If you go back to the monologue above and substituted a customer into the role of our hero, the spanner, you would find that all is most definitely NOT okay! Go on, take a short minute to do it – it’s a good exercise in realising how and why service and manufacturing are VERY different.

Treating customers as brain-less, purpose-less, emotion-less and lacking in memory is not recommended. “Fine”  I hear you say ”….we’d never do that!”

But, now consider whether many (most?) service organisations:

  • attempt to standardise customers into a service ‘straight jacket’;
  • pass customers through rigid pre-defined processes (e.g. from front office to back office; through vertical silos of order taking – assessment – solution – payment and closure…and then ‘after care’)
  • juggle customers between multiple members of staff (with no-one really taking responsibility);
  • put customers into queues to process at the service’s convenience (perhaps using computers to elicit ‘data attributes to classify, sort, prioritise and schedule’*)
  • treat the customer’s time and effort as free; and
  • decide when the customer’s need has been fulfilled (rather than allow the customer to determine this for themselves)

* If that sounds awfully boring and techy, it’s meant to because that’s what computers are good at – algorithms, not people.

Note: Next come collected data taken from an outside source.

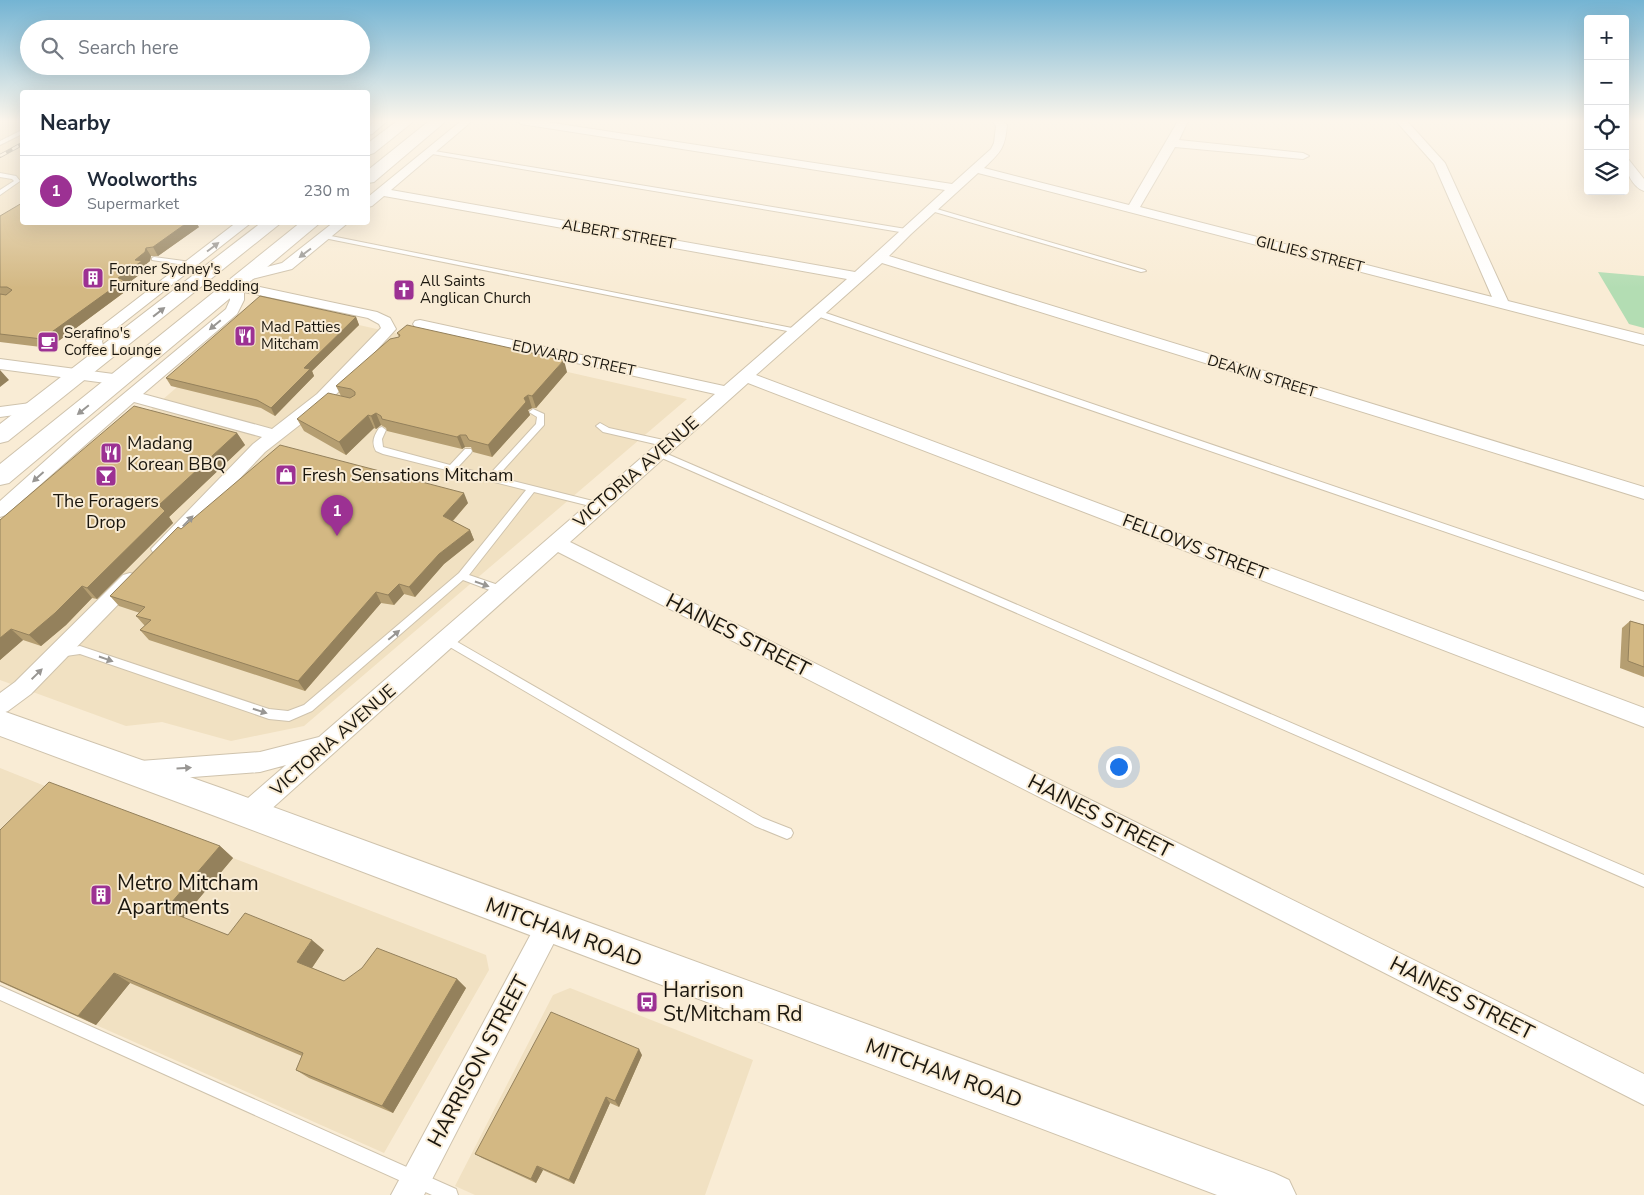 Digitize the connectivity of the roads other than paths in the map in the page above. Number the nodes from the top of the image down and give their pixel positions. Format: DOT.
graph roads {
  1 [pos="12,177"];
  2 [pos="399,177"];
  3 [pos="580,177"];
  4 [pos="881,177"];
  5 [pos="966,177"];
  6 [pos="1006,177"];
  7 [pos="1152,177"];
  8 [pos="1445,177"];
  9 [pos="954,188"];
  10 [pos="381,192"];
  11 [pos="0,193"];
  12 [pos="370,200"];
  13 [pos="930,209"];
  14 [pos="1133,209"];
  15 [pos="242,225"];
  16 [pos="270,225"];
  17 [pos="334,225"];
  18 [pos="319,230"];
  19 [pos="906,230"];
  20 [pos="880,258"];
  21 [pos="154,259"];
  22 [pos="191,264"];
  23 [pos="1143,271"];
  24 [pos="858,277"];
  25 [pos="242,281"];
  26 [pos="1502,304"];
  27 [pos="817,313"];
  28 [pos="420,324"];
  29 [pos="797,331"];
  30 [pos="1644,340"];
  31 [pos="98,359"];
  32 [pos="0,364"];
  33 [pos="79,374"];
  34 [pos="746,377"];
  35 [pos="126,388"];
  36 [pos="728,392"];
  37 [pos="38,407"];
  38 [pos="0,412"];
  39 [pos="532,412"];
  40 [pos="600,426"];
  41 [pos="382,430"];
  42 [pos="274,435"];
  43 [pos="0,436"];
  44 [pos="80,440"];
  45 [pos="663,448"];
  46 [pos="468,451"];
  47 [pos="452,468"];
  48 [pos="6,472"];
  49 [pos="491,478"];
  50 [pos="532,489"];
  51 [pos="1644,493"];
  52 [pos="598,505"];
  53 [pos="0,511"];
  54 [pos="556,543"];
  55 [pos="462,576"];
  56 [pos="503,591"];
  57 [pos="1644,596"];
  58 [pos="446,640"];
  59 [pos="59,653"];
  60 [pos="0,705"];
  61 [pos="1644,718"];
  62 [pos="0,723"];
  63 [pos="327,746"];
  64 [pos="136,772"];
  65 [pos="249,813"];
  66 [pos="788,833"];
  67 [pos="1644,880"];
  68 [pos="549,926"];
  69 [pos="0,993"];
  70 [pos="1644,1090"];
  71 [pos="411,1187"];
  72 [pos="450,1195"];
  73 [pos="1274,1195"];
  1 -- 11 [label="lane"];
  2 -- 10 [label="street"];
  3 -- 19 [label="lane"];
  4 -- 9 [label="street"];
  5 -- 9 [label="street, VICTORIA AVENUE"];
  6 -- 14 [label="street, GILLIES STREET"];
  7 -- 14 [label="street"];
  8 -- 26 [label="street"];
  9 -- 13 [label="street, VICTORIA AVENUE"];
  10 -- 12 [label="street"];
  10 -- 24 [label="street, ALBERT STREET"];
  13 -- 19 [label="street, VICTORIA AVENUE"];
  13 -- 23 [label="lane"];
  14 -- 26 [label="street, GILLIES STREET"];
  22 -- 15 [label="street, one-way"];
  31 -- 16 [label="main road, one-way"];
  17 -- 18 [label="street"];
  18 -- 25 [label="main road, one-way"];
  18 -- 29 [label="lane"];
  19 -- 20 [label="street, VICTORIA AVENUE"];
  20 -- 24 [label="street, VICTORIA AVENUE"];
  20 -- 51 [label="street, DEAKIN STREET"];
  21 -- 22 [label="lane"];
  22 -- 31 [label="street"];
  24 -- 27 [label="street, VICTORIA AVENUE"];
  25 -- 35 [label="main road, one-way"];
  25 -- 42 [label="street"];
  26 -- 30 [label="street, GILLIES STREET"];
  27 -- 29 [label="street, VICTORIA AVENUE"];
  27 -- 57 [label="lane"];
  28 -- 36 [label="street, EDWARD STREET"];
  29 -- 34 [label="street, VICTORIA AVENUE"];
  31 -- 33 [label="main road"];
  32 -- 33 [label="street"];
  33 -- 35 [label="street"];
  33 -- 37 [label="main road"];
  34 -- 36 [label="street, VICTORIA AVENUE"];
  34 -- 61 [label="street, FELLOWS STREET"];
  35 -- 42 [label="street"];
  35 -- 44 [label="street"];
  35 -- 48 [label="main road, one-way"];
  36 -- 45 [label="street, VICTORIA AVENUE"];
  37 -- 38 [label="street"];
  37 -- 43 [label="main road"];
  39 -- 49 [label="lane"];
  40 -- 45 [label="lane"];
  41 -- 47 [label="lane"];
  59 -- 42 [label="street, one-way"];
  44 -- 48 [label="street"];
  44 -- 53 [label="street, one-way"];
  45 -- 52 [label="street, VICTORIA AVENUE"];
  45 -- 67 [label="lane"];
  46 -- 47 [label="lane"];
  47 -- 49 [label="lane"];
  49 -- 50 [label="lane"];
  50 -- 52 [label="lane"];
  50 -- 55 [label="lane"];
  52 -- 54 [label="street, VICTORIA AVENUE"];
  54 -- 56 [label="street, VICTORIA AVENUE"];
  54 -- 70 [label="street, HAINES STREET"];
  55 -- 56 [label="lane, one-way"];
  59 -- 55 [label="lane, one-way"];
  56 -- 58 [label="street, VICTORIA AVENUE"];
  58 -- 63 [label="street, VICTORIA AVENUE"];
  58 -- 66 [label="lane"];
  60 -- 59 [label="street, one-way"];
  62 -- 64 [label="main road, MITCHAM ROAD"];
  64 -- 63 [label="street, MITCHAM ROAD, one-way"];
  63 -- 65 [label="street, VICTORIA AVENUE"];
  64 -- 65 [label="main road, MITCHAM ROAD"];
  65 -- 68 [label="main road, MITCHAM ROAD"];
  68 -- 71 [label="street, HARRISON STREET"];
  68 -- 73 [label="main road, MITCHAM ROAD"];
  69 -- 71 [label="lane"];
  71 -- 72 [label="lane"];
}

Now, you might yawn and say “Steve, you are on your ‘service is different’ band wagon again” and you’d be right! You might even point me at some posts that I have already written in a similar vein.

But the fact is that every single day we, as customers, experience service organisations treating us more like a spanner than a person. This likely causes huge frustration, failure demand and negativity towards the service being experienced.

I want a service organisation to understand:

Many a service has gone down the wrong path. It is time for them to wake up…

“No matter how long you have been on the wrong road, turn back.”

Do you sometimes feel like you are being treated like a spanner instead of a customer?

Conversely, if you work in a service organisation (or service value stream), what do you think your customers feel like?

A final reflection:

It’s worth considering the following quote: “In service, the best hand-off is no hand-off.”

I’m not saying that this is necessarily achievable…it’s more of a challenge towards which we should be pointing. At its most basic it is a sobering antidote to all those out there running in the other direction whilst chanting the ‘standardise and specialise’ mantra.